Now, let’s talk about making a holiday pecan pie. Pecan pie is great to make a day or two ahead of the holiday and also travels very well and makes for a nice gift. Complete with sweet and crunchy pecans, smooth and creamy maple custard and a crispy, buttery crust, this show-stopper pie is fantastic baked at home.
This pie is the perfect end to a meal.
Holiday Pecan Pie
1¼ cups plus 2 tablespoons all-purpose flour
6 tablespoons cold unsalted butter, small cubes
2 tablespoons cold vegetable shortening
4-5 tablespoons of ice-cold water
¼ of a teaspoon of kosher salt
1 teaspoon of sugar
1 cup of maple syrup
3 large eggs at room temperature
¾ cup light brown sugar
¼ cup heavy cream
1½ cups coarsely chopped pecans
4 tablespoons melted unsalted butter
1 teaspoon of pure vanilla extract
¼ of a teaspoon of salt
1 tablespoon of bourbon; optional
Whole pecans, as an optional pie top decoration prior to bake
Flaky sea salt, optional sprinkle garnish but not too much
In a medium bowl, place your flour, sugar and salt. Cover with plastic wrap and store in the refrigerator until chilled, approximately 30 minutes. Put your food processor bowl and the blade in the refrigerator, too. You want these ingredients and your tools cold for pie crust with best results.
After these items are cold, add your flour mixture to the food processor bowl. Process ingredients for a few seconds just to incorporate. Add the cold shortening and butter. Pulse for a few seconds, until the butter is about the size of peas.

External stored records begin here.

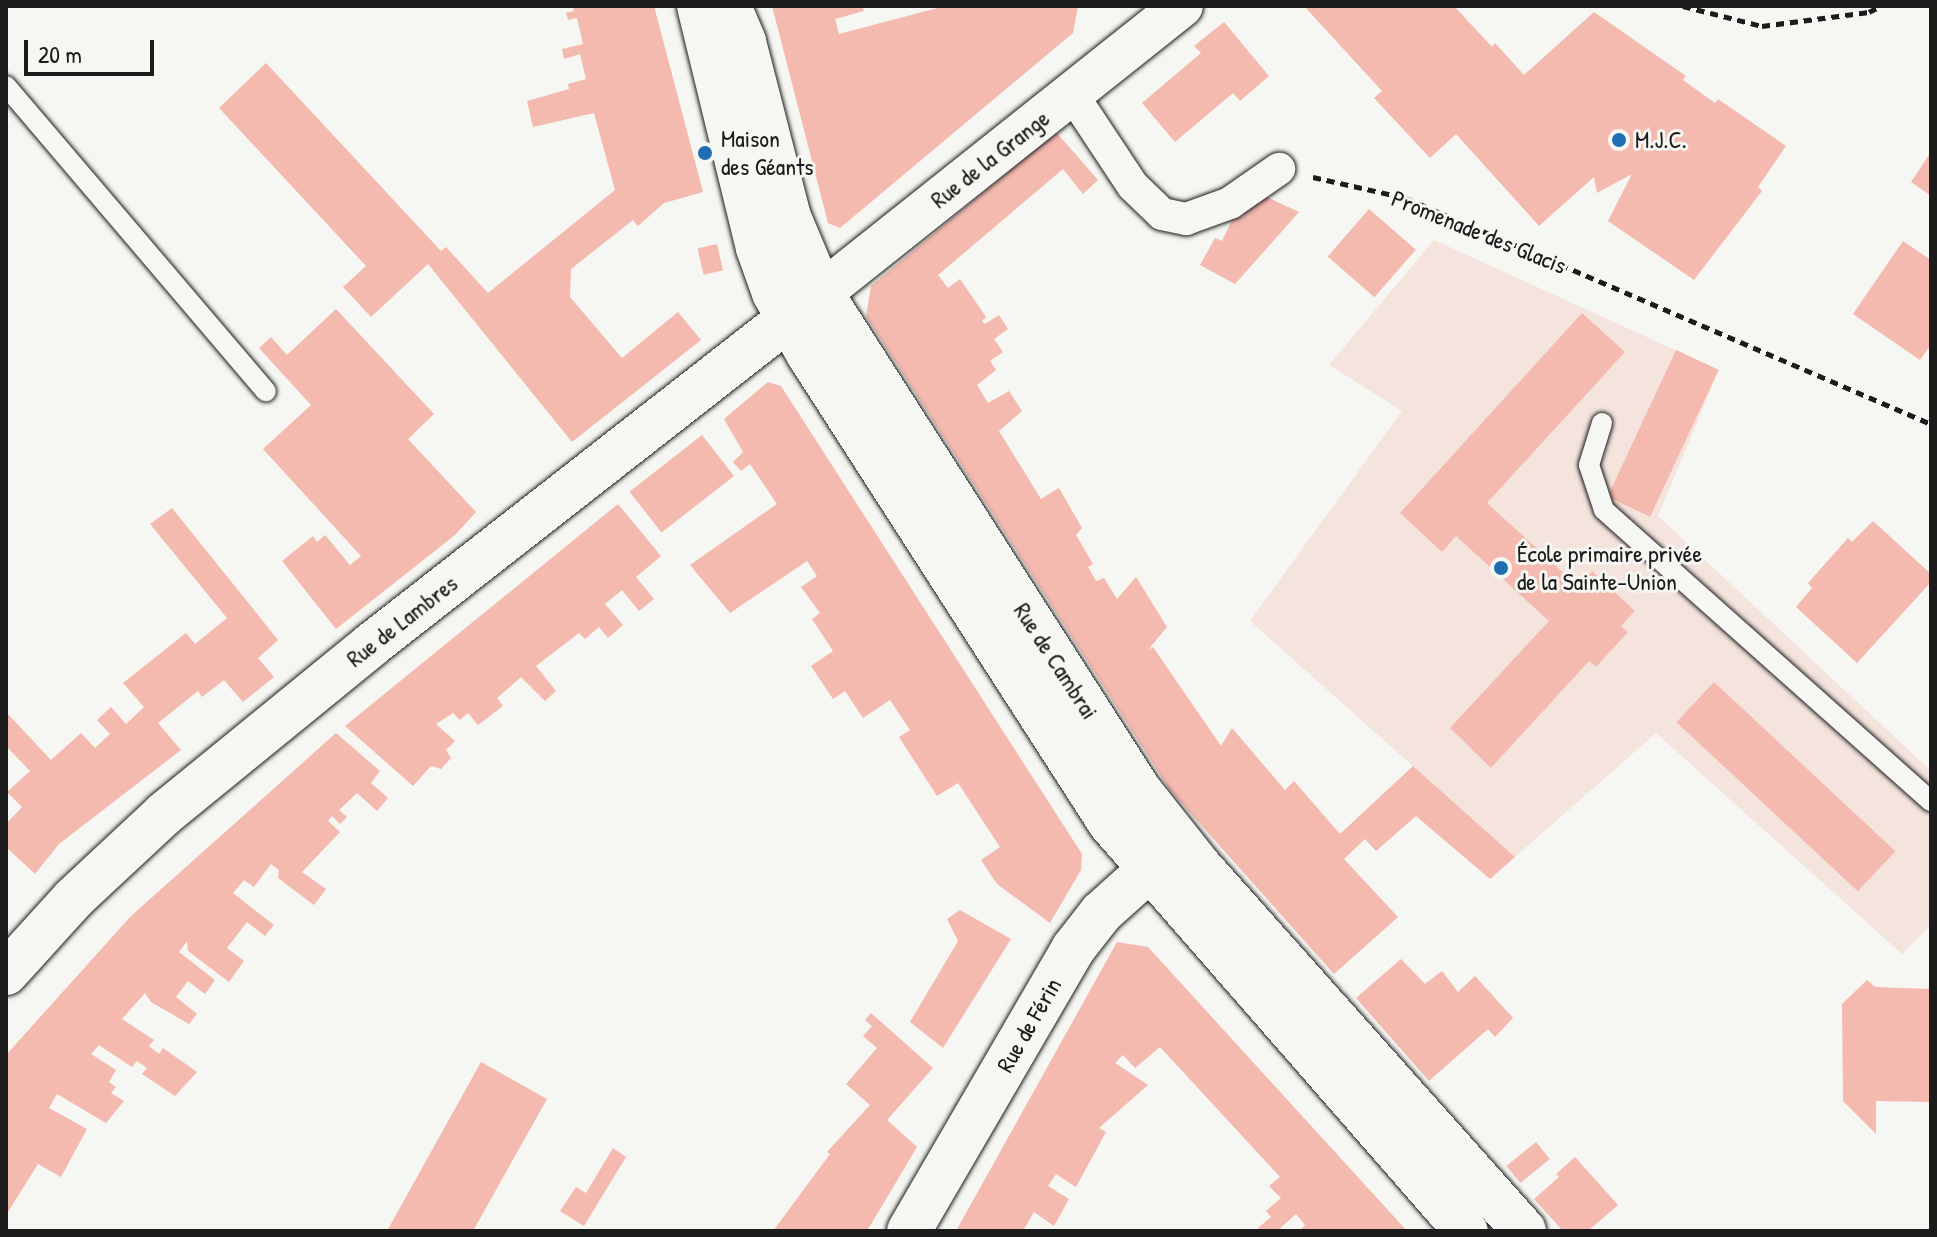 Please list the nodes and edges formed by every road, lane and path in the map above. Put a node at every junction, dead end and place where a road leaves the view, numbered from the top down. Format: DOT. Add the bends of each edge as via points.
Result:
graph roads {
  1 [pos="699,6"];
  2 [pos="729,6"];
  3 [pos="1130,6"];
  4 [pos="1182,6"];
  5 [pos="1683,6"];
  6 [pos="1858,6"];
  7 [pos="1881,6"];
  8 [pos="1854,13"];
  9 [pos="1120,56"];
  10 [pos="6,86"];
  11 [pos="1072,94"];
  12 [pos="1279,169"];
  13 [pos="804,306"];
  14 [pos="266,391"];
  15 [pos="1602,423"];
  16 [pos="1931,424"];
  17 [pos="1931,801"];
  18 [pos="1164,856"];
  19 [pos="6,973"];
  20 [pos="909,1231"];
  21 [pos="1466,1231"];
  22 [pos="1524,1231"];
  1 -- 13 [label="main road, Rue de Cambrai" via="755,236"];
  2 -- 13 [label="main road, Rue de Cambrai" via="744,42 789,217"];
  3 -- 9 [label="street"];
  4 -- 9 [label="street, Rue de la Grange"];
  5 -- 8 [label="path" via="1762,26"];
  6 -- 8 [label="path"];
  7 -- 8 [label="path"];
  9 -- 11 [label="street, Rue de la Grange"];
  10 -- 14 [label="lane"];
  11 -- 12 [label="street" via="1133,186 1162,214 1186,219 1230,203"];
  11 -- 13 [label="street, Rue de la Grange"];
  12 -- 16 [label="path, Promenade des Glacis" via="1406,198"];
  13 -- 18 [label="main road, Rue de Cambrai" via="1090,795"];
  13 -- 19 [label="main road, Rue de Lambres" via="164,814 73,899"];
  15 -- 17 [label="lane" via="1589,465 1604,510"];
  18 -- 20 [label="main road, Rue de Férin" via="1101,913 1073,949"];
  18 -- 21 [label="main road, Rue de Cambrai"];
  18 -- 22 [label="main road, Rue de Cambrai"];
} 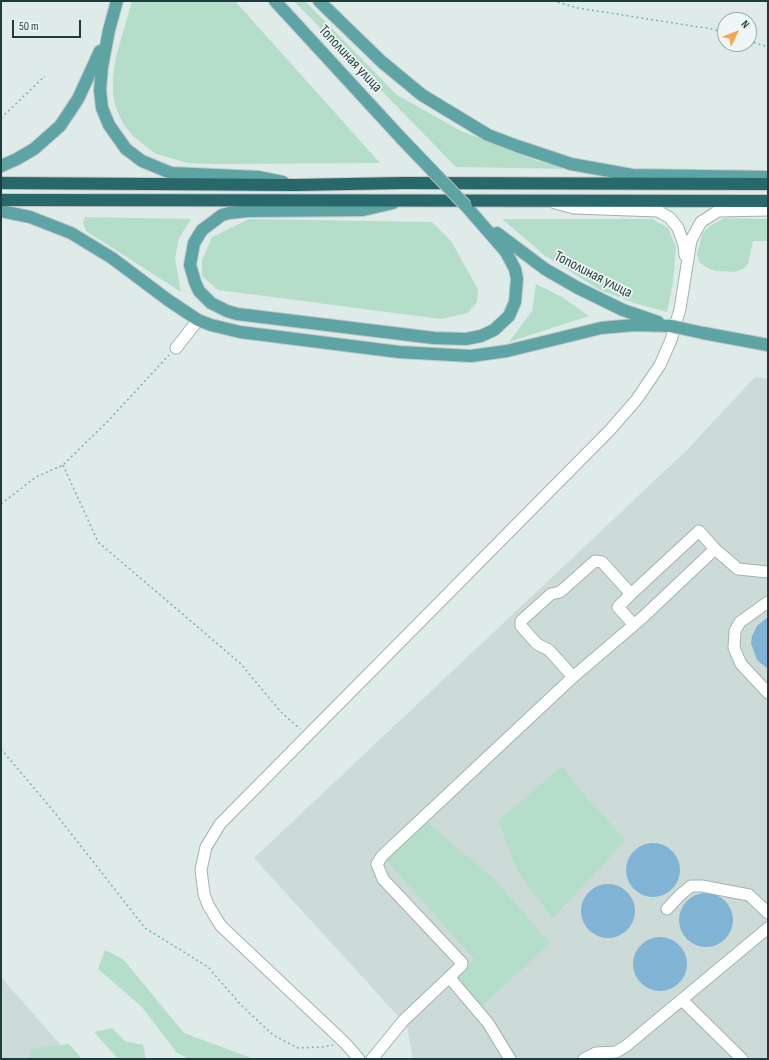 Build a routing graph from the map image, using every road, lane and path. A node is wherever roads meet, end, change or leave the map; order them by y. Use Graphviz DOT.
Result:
graph roads {
  1 [pos="117,1"];
  2 [pos="275,1"];
  3 [pos="319,1"];
  4 [pos="553,1"];
  5 [pos="109,30"];
  6 [pos="717,31"];
  7 [pos="757,44"];
  8 [pos="768,47"];
  9 [pos="44,76"];
  10 [pos="1,118"];
  11 [pos="1,166"];
  12 [pos="768,177"];
  13 [pos="1,183"];
  14 [pos="768,184"];
  15 [pos="296,185"];
  16 [pos="1,200"];
  17 [pos="406,201"];
  18 [pos="545,201"];
  19 [pos="768,202"];
  20 [pos="768,210"];
  21 [pos="1,211"];
  22 [pos="494,233"];
  23 [pos="685,271"];
  24 [pos="198,320"];
  25 [pos="635,320"];
  26 [pos="768,344"];
  27 [pos="176,348"];
  28 [pos="64,465"];
  29 [pos="1,504"];
  30 [pos="715,549"];
  31 [pos="768,572"];
  32 [pos="631,594"];
  33 [pos="768,602"];
  34 [pos="633,624"];
  35 [pos="573,677"];
  36 [pos="768,693"];
  37 [pos="307,734"];
  38 [pos="1,748"];
  39 [pos="667,909"];
  40 [pos="768,913"];
  41 [pos="768,928"];
  42 [pos="449,977"];
  43 [pos="682,1000"];
  44 [pos="345,1043"];
  45 [pos="359,1059"];
  46 [pos="372,1059"];
  47 [pos="510,1059"];
  48 [pos="584,1059"];
  49 [pos="742,1059"];
  1 -- 5 [label="main road"];
  2 -- 22 [label="main road, Тополиная улица, bridge"];
  3 -- 12 [label="main road"];
  4 -- 6 [label="path"];
  5 -- 11 [label="main road"];
  5 -- 15 [label="main road"];
  7 -- 8 [label="path"];
  9 -- 10 [label="path"];
  13 -- 15 [label="highway"];
  14 -- 15 [label="highway"];
  16 -- 17 [label="highway"];
  17 -- 18 [label="highway"];
  17 -- 22 [label="main road"];
  18 -- 19 [label="highway"];
  18 -- 23 [label="street"];
  20 -- 23 [label="street"];
  21 -- 24 [label="main road"];
  22 -- 25 [label="main road, Тополиная улица"];
  23 -- 37 [label="street"];
  24 -- 25 [label="main road"];
  24 -- 27 [label="street"];
  25 -- 26 [label="main road, Тополиная улица, bridge"];
  27 -- 28 [label="path"];
  28 -- 29 [label="path"];
  28 -- 37 [label="path"];
  30 -- 31 [label="street"];
  30 -- 32 [label="street"];
  30 -- 34 [label="street"];
  32 -- 34 [label="street"];
  32 -- 35 [label="street"];
  33 -- 36 [label="street"];
  34 -- 35 [label="street"];
  35 -- 42 [label="street"];
  37 -- 44 [label="street"];
  38 -- 44 [label="path"];
  39 -- 40 [label="street"];
  41 -- 43 [label="street"];
  42 -- 46 [label="street"];
  42 -- 47 [label="street"];
  43 -- 48 [label="street"];
  43 -- 49 [label="street"];
  44 -- 45 [label="street"];
}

While pulsing, gradually add in the water until all the water is combined. The dough holds together a bit at this stage. Yet, do not over-pulse. Take your crust out of the processor bowl. Set the crust dough on a clean surface. Take a piece of plastic wrap large enough to work with. With your crust section resting on the piece of plastic wrap, fold your crust together in the piece of wrap just enough to form a dough disc. Cover the disc with the plastic wrap. I use a rolling pin to roll out the crust to make an even disc. Store the crust disc in the refrigerator. You can store your crust disc in the freezer for about one month or in the refrigerator for up to 3 days.
Preheat your oven to 350 degrees Fahrenheit. Place a sheet pan on the middle shelf of your oven. Roll out your cold pie crust evenly. If the dough is too difficult to roll out, set it out for a few moments prior to rolling. Place the dough into your large glass pie pan and form into the shape of the pan. Place your pie crust into the refrigerator for a little bit, about 30 minutes lightly covered.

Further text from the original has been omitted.